— THE PROBLEM —
All that is needed is a count of the lines in this data that contain the word "paths".

Saved entries:
Content starts

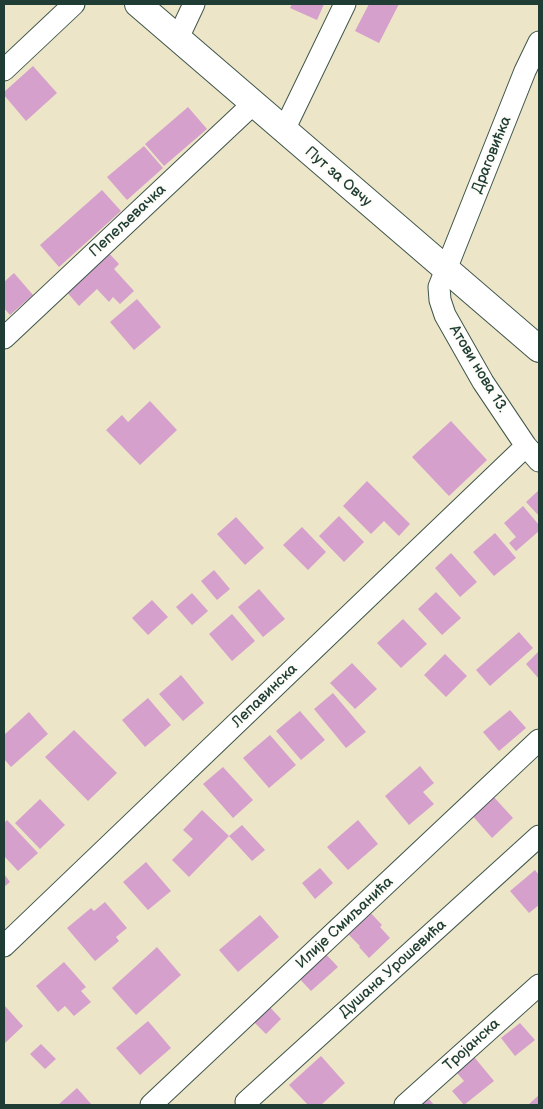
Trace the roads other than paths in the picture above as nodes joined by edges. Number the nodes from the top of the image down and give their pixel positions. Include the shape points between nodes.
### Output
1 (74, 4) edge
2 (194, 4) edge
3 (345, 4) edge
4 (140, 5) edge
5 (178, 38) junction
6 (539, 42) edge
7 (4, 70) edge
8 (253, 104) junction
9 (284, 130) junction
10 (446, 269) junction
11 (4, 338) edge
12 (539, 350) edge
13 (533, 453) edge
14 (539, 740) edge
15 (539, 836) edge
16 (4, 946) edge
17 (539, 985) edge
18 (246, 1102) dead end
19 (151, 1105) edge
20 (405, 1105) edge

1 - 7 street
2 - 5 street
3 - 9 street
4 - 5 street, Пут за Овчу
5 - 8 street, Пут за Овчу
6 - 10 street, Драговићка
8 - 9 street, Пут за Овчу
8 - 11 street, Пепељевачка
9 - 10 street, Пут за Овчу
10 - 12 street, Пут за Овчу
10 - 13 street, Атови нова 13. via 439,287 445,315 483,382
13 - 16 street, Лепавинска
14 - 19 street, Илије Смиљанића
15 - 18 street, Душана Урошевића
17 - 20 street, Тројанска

Content ends
Content starts

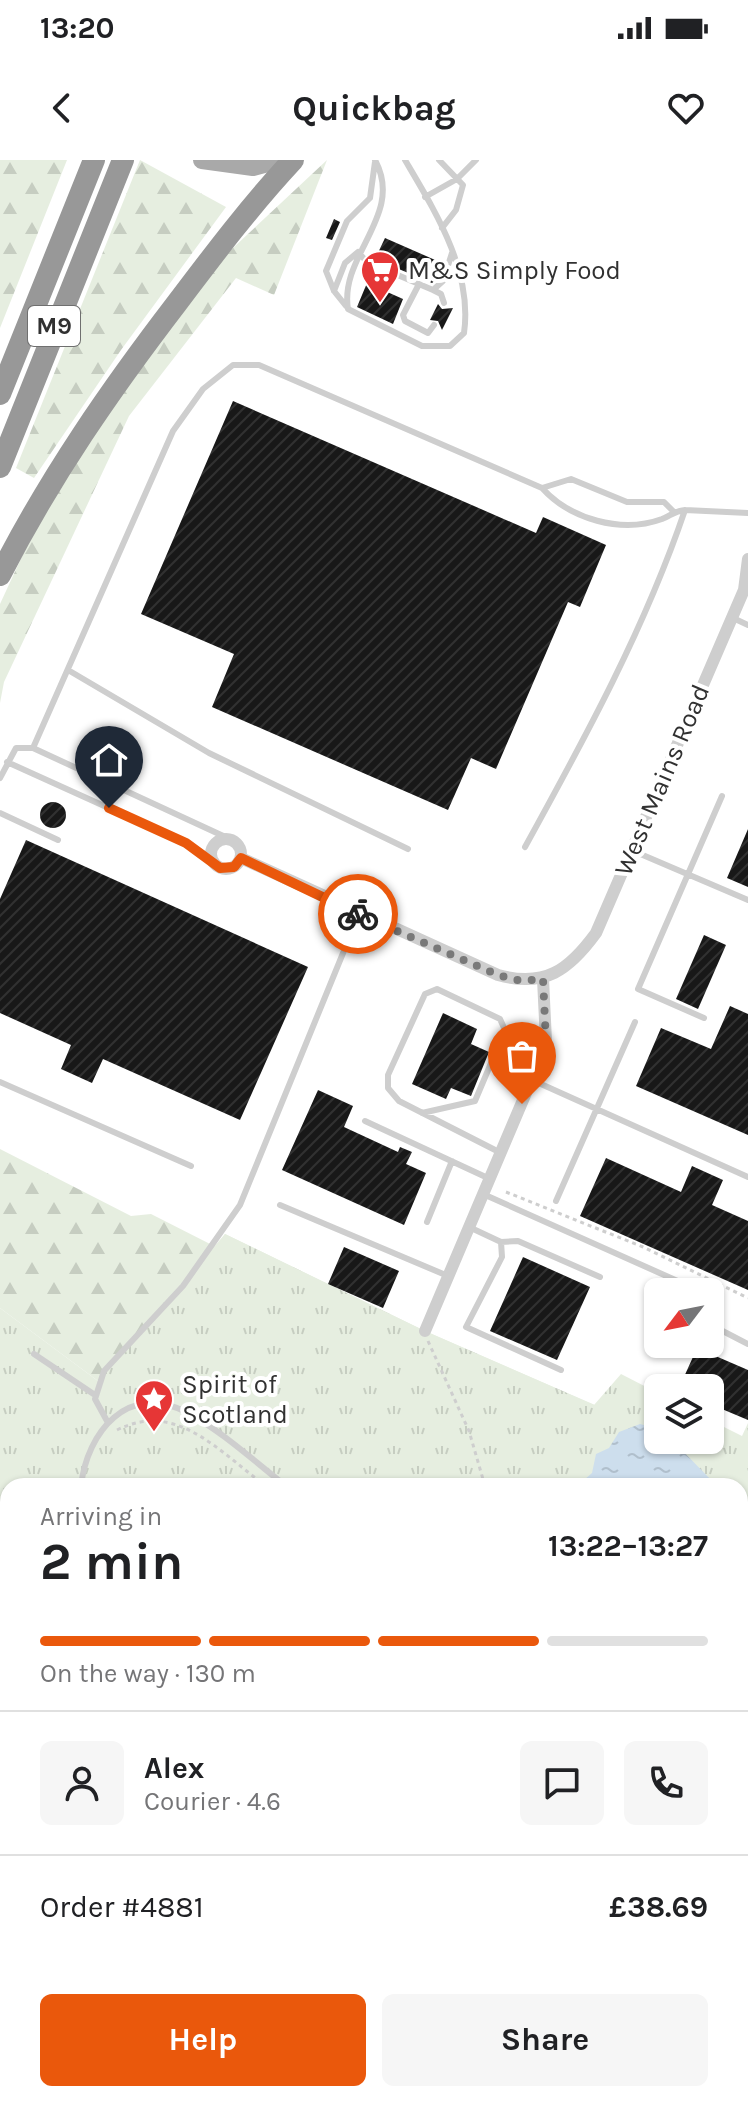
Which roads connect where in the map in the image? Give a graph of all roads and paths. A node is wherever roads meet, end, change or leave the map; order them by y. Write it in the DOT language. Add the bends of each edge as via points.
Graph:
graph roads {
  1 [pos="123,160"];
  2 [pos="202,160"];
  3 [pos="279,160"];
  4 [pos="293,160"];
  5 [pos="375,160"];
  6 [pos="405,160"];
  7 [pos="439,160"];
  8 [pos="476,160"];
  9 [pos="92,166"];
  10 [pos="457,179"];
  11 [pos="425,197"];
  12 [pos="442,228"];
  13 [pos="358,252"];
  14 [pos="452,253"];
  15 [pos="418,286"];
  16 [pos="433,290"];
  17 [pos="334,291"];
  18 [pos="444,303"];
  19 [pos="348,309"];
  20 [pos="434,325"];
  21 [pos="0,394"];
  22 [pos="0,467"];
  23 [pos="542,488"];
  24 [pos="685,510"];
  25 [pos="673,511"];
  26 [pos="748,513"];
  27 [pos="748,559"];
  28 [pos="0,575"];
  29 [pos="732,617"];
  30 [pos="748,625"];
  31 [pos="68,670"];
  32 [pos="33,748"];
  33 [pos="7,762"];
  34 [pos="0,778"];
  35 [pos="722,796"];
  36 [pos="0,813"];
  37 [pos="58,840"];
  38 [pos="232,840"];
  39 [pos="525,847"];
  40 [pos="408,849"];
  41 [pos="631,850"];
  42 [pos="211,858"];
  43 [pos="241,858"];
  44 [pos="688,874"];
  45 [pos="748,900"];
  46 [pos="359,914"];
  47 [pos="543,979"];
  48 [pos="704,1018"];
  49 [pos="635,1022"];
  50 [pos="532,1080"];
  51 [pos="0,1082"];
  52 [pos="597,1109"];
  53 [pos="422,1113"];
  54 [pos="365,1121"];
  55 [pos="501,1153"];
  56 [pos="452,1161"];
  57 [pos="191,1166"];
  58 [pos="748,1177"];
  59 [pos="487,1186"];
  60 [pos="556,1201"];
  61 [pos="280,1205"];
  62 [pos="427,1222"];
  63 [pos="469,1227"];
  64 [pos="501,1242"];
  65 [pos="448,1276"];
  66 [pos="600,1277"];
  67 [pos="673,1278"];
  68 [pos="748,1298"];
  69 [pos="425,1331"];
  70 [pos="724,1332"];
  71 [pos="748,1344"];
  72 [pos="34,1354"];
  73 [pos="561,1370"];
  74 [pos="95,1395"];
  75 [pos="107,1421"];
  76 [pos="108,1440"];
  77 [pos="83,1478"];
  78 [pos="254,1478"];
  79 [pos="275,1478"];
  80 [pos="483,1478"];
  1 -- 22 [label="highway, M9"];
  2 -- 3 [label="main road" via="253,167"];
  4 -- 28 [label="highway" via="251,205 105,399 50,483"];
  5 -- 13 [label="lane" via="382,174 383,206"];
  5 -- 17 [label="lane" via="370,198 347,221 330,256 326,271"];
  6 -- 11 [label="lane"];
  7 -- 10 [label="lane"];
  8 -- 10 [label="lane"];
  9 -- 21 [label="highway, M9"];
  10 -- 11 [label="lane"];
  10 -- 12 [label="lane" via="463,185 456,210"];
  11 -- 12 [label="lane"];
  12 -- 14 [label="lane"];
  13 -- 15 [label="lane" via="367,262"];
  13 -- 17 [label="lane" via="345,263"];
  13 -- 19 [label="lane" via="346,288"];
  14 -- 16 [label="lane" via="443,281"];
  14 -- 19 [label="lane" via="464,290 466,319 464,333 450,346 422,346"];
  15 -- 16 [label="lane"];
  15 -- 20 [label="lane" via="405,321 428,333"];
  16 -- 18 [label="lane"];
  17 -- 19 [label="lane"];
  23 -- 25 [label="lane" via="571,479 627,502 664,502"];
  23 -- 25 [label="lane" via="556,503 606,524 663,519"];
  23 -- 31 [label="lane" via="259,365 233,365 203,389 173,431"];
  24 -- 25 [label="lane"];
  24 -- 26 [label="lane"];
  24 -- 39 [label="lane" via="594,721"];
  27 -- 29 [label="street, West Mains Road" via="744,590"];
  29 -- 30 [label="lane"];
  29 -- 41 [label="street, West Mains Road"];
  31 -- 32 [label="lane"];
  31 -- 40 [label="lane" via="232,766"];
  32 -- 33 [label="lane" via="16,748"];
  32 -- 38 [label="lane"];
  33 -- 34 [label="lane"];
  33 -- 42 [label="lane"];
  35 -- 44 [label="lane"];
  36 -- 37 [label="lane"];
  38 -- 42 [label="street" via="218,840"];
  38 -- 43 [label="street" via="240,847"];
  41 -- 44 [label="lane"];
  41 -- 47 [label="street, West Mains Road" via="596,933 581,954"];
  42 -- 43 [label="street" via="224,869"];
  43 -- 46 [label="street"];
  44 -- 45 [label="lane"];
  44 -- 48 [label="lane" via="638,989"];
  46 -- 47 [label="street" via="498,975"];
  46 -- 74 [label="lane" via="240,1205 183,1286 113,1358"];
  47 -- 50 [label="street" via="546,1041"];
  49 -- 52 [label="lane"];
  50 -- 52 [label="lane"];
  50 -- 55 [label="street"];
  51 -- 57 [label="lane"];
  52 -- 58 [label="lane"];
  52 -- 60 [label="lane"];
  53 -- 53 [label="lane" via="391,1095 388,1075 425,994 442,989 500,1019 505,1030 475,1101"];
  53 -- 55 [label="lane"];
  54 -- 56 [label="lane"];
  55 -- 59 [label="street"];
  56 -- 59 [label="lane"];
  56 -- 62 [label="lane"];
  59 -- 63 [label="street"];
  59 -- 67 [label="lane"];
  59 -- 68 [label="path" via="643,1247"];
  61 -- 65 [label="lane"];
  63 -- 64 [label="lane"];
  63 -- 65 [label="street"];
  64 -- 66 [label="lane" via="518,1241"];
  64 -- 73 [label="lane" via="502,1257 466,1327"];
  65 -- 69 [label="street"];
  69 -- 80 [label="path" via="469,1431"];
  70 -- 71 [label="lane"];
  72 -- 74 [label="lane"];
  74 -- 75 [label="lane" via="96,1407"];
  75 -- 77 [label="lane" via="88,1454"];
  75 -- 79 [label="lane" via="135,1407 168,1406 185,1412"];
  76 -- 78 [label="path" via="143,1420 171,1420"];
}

Content ends

— WRITTEN SOLUTION —
2